Sendo assim, há um interesse direto por uma pilhagem maior e mais rápida,
de forma que o máximo de benefício possa ser extraído do estado
enquanto um determinado mandatário, legislador ou juiz se mantém no
poder.
Os
positivistas mais bem intencionados acreditaram que poderiam limitar
tais instintos humanos por meio de uma constituição. Mas, ora, a quem
cabe interpretar a tal constituição? Aos homens, é claro.
Na
prática, os positivistas apenas substituíram a divindade por um pedaço
de papel, já que no âmbito da aplicação do poder (seja ele dado por Deus
ou por uma constituição) estão os mesmos homens de sempre. A diferença é
que, antigamente, eles usavam mantos vermelhos e coroas; agora, usam
togas e se referem a seus pares por "vossa excelência".
Um
rei absolutista poderia justificar seus atos abusivos como sendo a
"vontade de Deus"; já um ministro de suprema corte pode fazer o mesmo
tendo como justificativa "a vontade da constituição".
Nos
dois casos, quem é que define qual é a vontade de Deus ou da
constituição, senão os próprios homens que em seus nomes praticam os
atos que melhor lhes aprouverem?
Os incriticáveis
O
ministro do STF Alexandre de Moraes, desde o dia 27 de maio de 2020,
quando expediu vários mandados de invasão de propriedade e sequestro
temporário de bens de pessoas a quem ele julga "inimigas da democracia", continua irrefreável. O primeiro inquérito foi aberto por seu colega Dias Toffoli, que não gostou
da forma como algumas pessoas vêm se referindo aos representantes da
divindade (eles, os ministros) na internet. Desde então, pode-se dizer
que os magistrados "tomaram gosto" pelo poder.
Tanto
o inquérito quanto as apreensões quanto as próprias investigações são
expressamente proibidas pela constituição do Brasil. Um juiz, em um
sistema jurídico minimamente sério, não pode abrir investigação
monocraticamente, muito menos indicar aquele que seria o "juiz natural"
do processo, incorrendo aí em um latente vício processual. Mas, quem se
importa?

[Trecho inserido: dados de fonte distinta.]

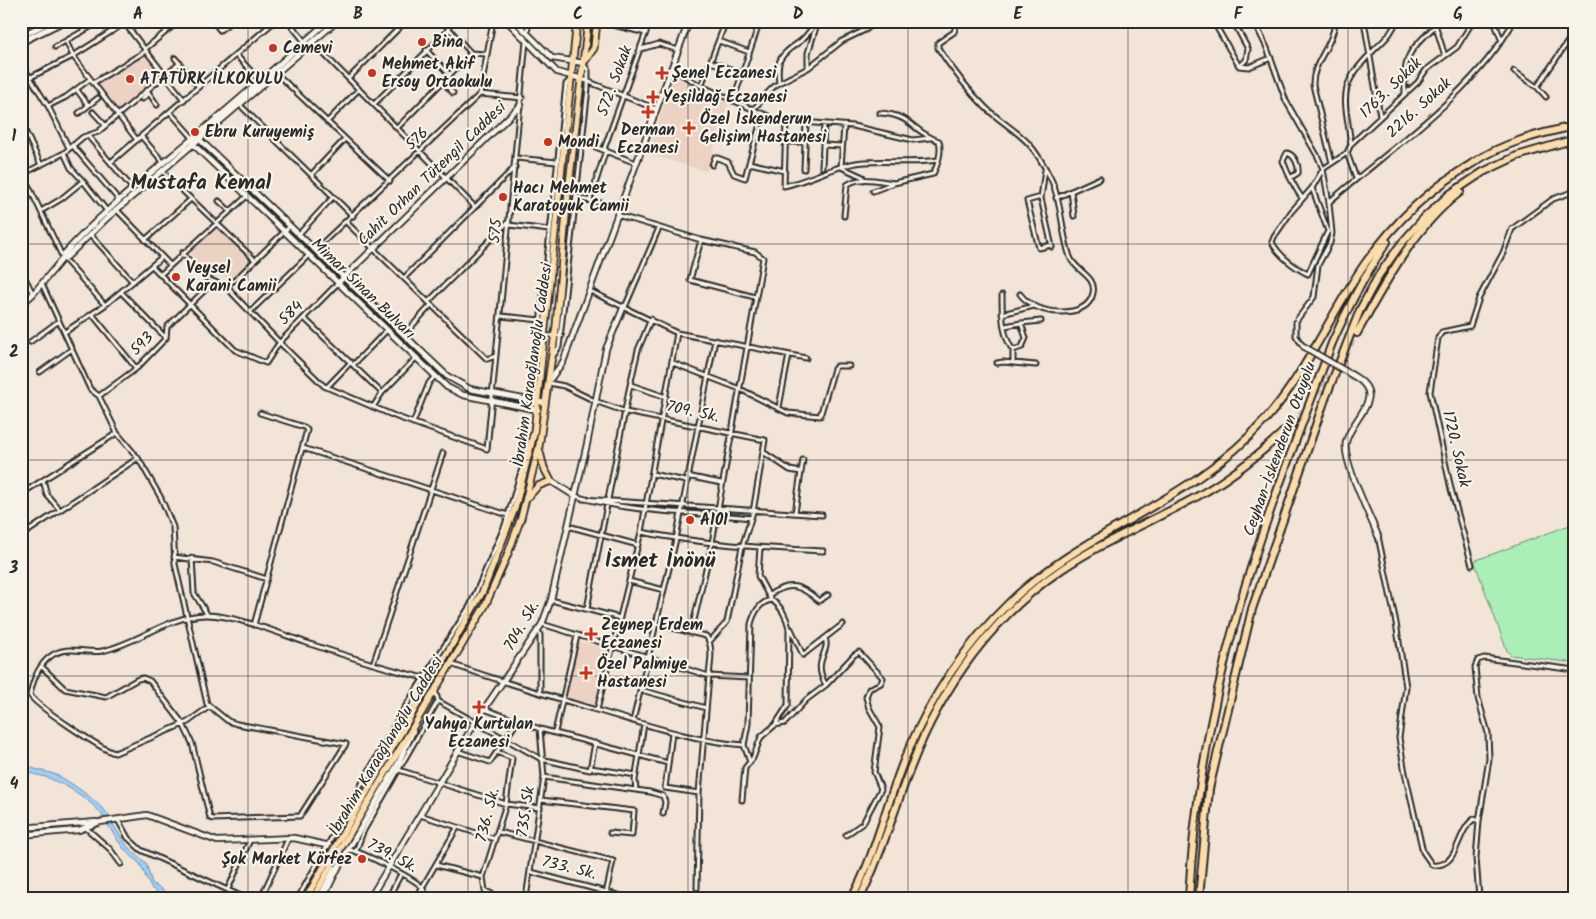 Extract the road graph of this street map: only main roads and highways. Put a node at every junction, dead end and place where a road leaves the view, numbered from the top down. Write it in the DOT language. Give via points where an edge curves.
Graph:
graph roads {
  1 [pos="51,21"];
  2 [pos="64,21"];
  3 [pos="577,21"];
  4 [pos="588,21"];
  5 [pos="597,21"];
  6 [pos="21,36"];
  7 [pos="21,42"];
  8 [pos="584,63"];
  9 [pos="1575,126"];
  10 [pos="1575,139"];
  11 [pos="1517,156"];
  12 [pos="1476,161"];
  13 [pos="1357,333"];
  14 [pos="1294,422"];
  15 [pos="539,446"];
  16 [pos="526,500"];
  17 [pos="341,842"];
  18 [pos="329,862"];
  19 [pos="306,898"];
  20 [pos="313,898"];
  21 [pos="852,898"];
  22 [pos="860,898"];
  23 [pos="1189,898"];
  24 [pos="1199,898"];
  1 -- 6 [label="main road"];
  2 -- 7 [label="main road"];
  3 -- 17 [label="highway, İbrahim Karaoğlanoğlu Caddesi" via="537,410 515,508 483,591"];
  4 -- 8 [label="highway, İbrahim Karaoğlanoğlu Caddesi"];
  5 -- 8 [label="highway" via="594,48"];
  8 -- 15 [label="highway, İbrahim Karaoğlanoğlu Caddesi"];
  9 -- 12 [label="highway, Ceyhan-İskenderun Otoyolu" via="1512,144"];
  10 -- 11 [label="highway, Ceyhan-İskenderun Otoyolu"];
  11 -- 13 [label="highway" via="1484,175 1429,221 1387,280"];
  11 -- 24 [label="highway, Ceyhan-İskenderun Otoyolu" via="1483,172 1450,194 1424,218 1385,267 1360,310 1325,399 1252,609 1209,789"];
  12 -- 21 [label="highway" via="1441,182 1389,233 1363,266 1286,395 1244,443 1194,482 1057,564 1011,600 972,644 940,689 921,724"];
  12 -- 23 [label="highway, Ceyhan-İskenderun Otoyolu" via="1435,190 1391,236 1353,297 1332,343 1255,559 1226,656 1199,788"];
  14 -- 22 [label="highway" via="1232,475 1090,552 1016,606 998,624 960,672 927,728"];
  15 -- 16 [label="highway, İbrahim Karaoğlanoğlu Caddesi"];
  15 -- 16 [label="highway" via="550,481 538,486"];
  16 -- 17 [label="highway, İbrahim Karaoğlanoğlu Caddesi" via="485,606"];
  17 -- 18 [label="highway, İbrahim Karaoğlanoğlu Caddesi, bridge"];
  18 -- 19 [label="highway, İbrahim Karaoğlanoğlu Caddesi"];
  18 -- 20 [label="highway, İbrahim Karaoğlanoğlu Caddesi"];
} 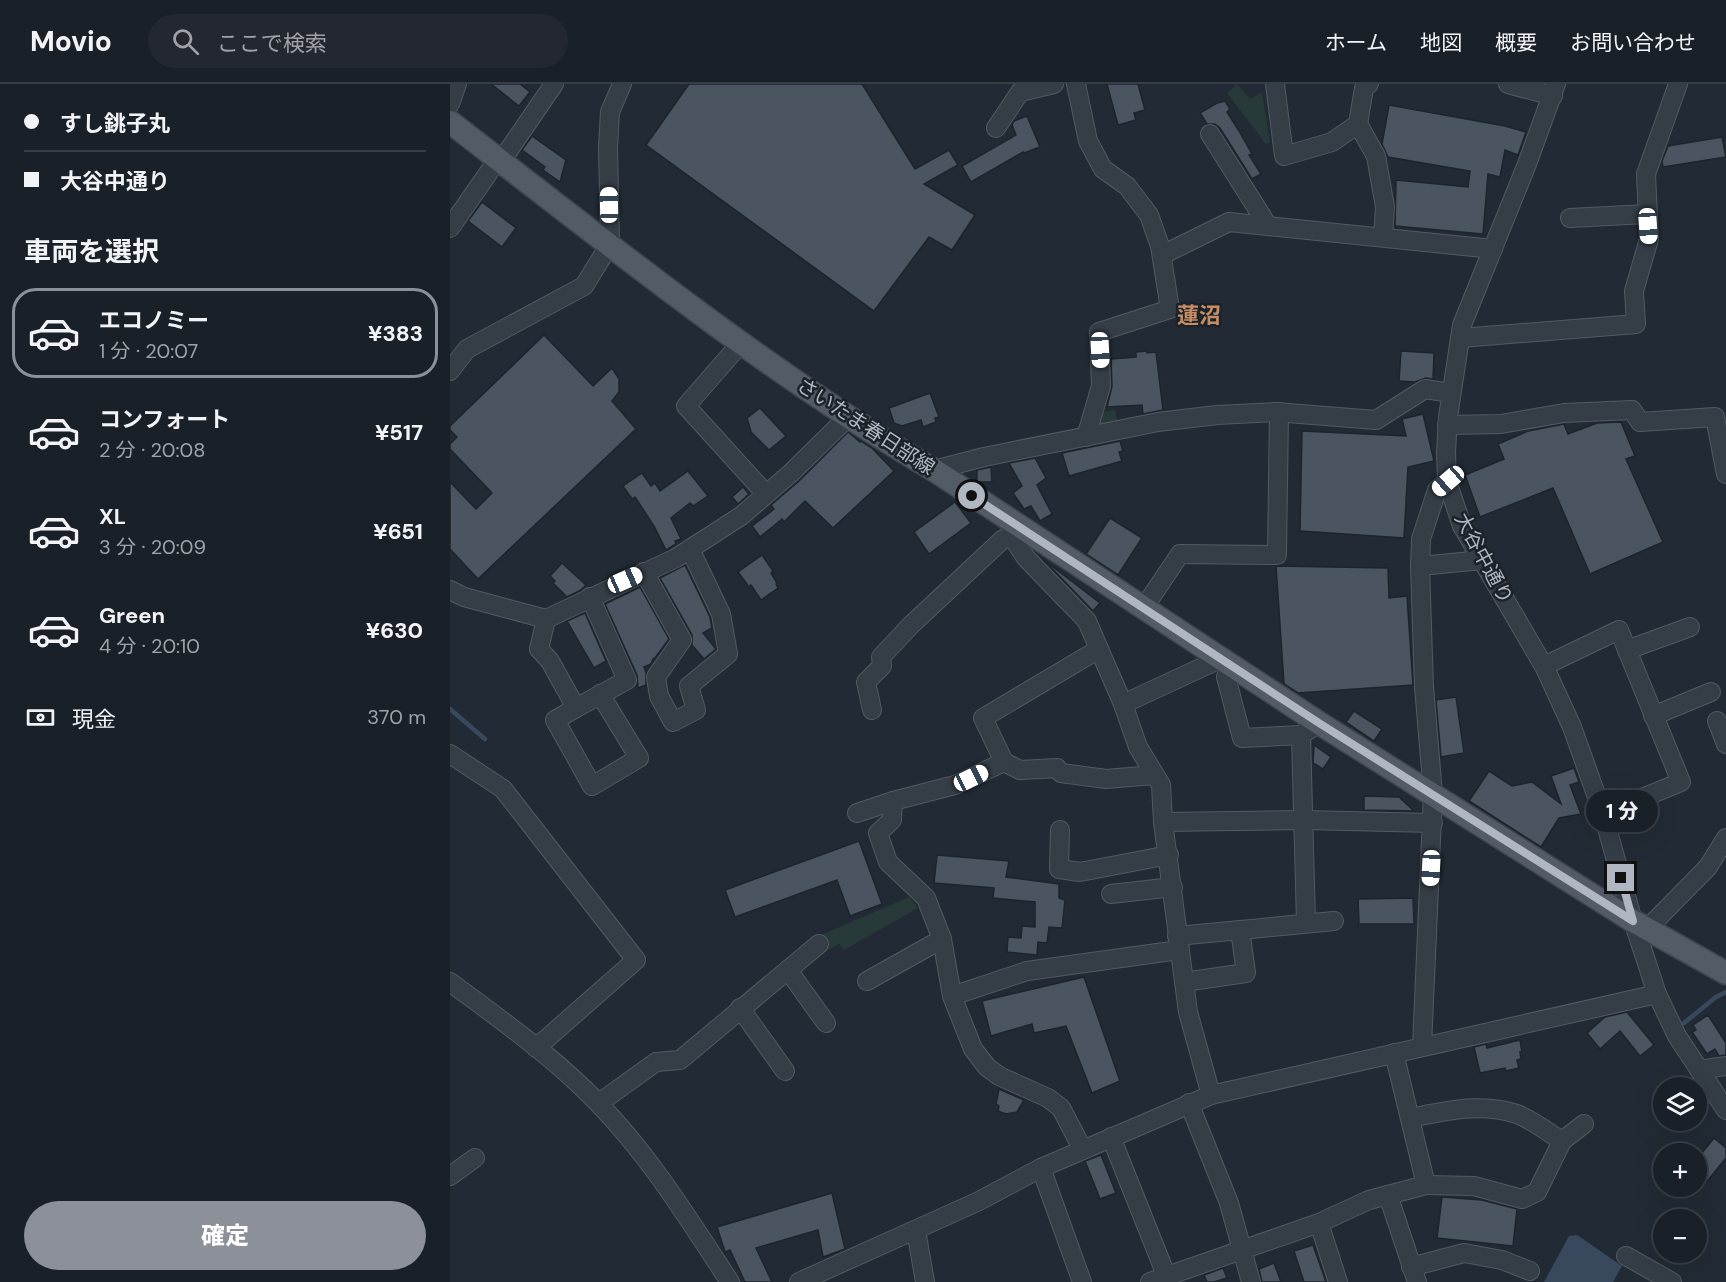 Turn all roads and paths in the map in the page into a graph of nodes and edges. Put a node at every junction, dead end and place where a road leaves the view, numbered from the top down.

Lembremos da frase do governante divino, Rei da França Luís
XIV: "O Estado sou eu". É neste mesmo espírito que Dias Toffoli declara: "Os ministros são considerados pelo STF a própria instituição, em qualquer lugar em que estejam".
Os
positivistas levaram a sociedade a crer que os cientistas e os homens
bem educados seriam aqueles capazes de conduzir a sociedade ao seu
apogeu de desenvolvimento. Uma era em que as miudezas e mesquinharias
individuais seriam suplantadas pela prosperidade coletiva, pela
erradicação das doenças, pela universalização do conhecimento e,
principalmente, pela elevação do homem ao posto de divindade, o agente
de todo o progresso e o solucionador de toda espécie de males.
Para vender sua utopia, os cientificistas fizeram crer à sociedade que o planejamento econômico científico é superior ao livre mercado,
que a ética se resume ao que está escrito nas leis e que a obediência é
superior à liberdade. O homem que age segundo suas próprias convicções
não só é mesquinho como também é inimigo do progresso e, por
consequência, de toda a sociedade. Se você não quer "matar os idosos",
fique em casa e use máscaras — afinal de contas, quem é você para
questionar a ciência?
O
que os positivistas não contaram ao mundo é que eles não veem
indivíduos com suas respectivas individualidades e com sua infinitude de
interesses distintos. Tudo o que eles veem é o homem agregado, único e
uniforme, que representa o somatório de todas as vontades e interesses
dos indivíduos reunidos em um único ser mítico.
Este ser mítico deve caminhar rumo ao progresso, não importam os custos éticos dessa caminhada. O nome deste homem? Estado Democrático de Direito, que é inquestionável e inatacável.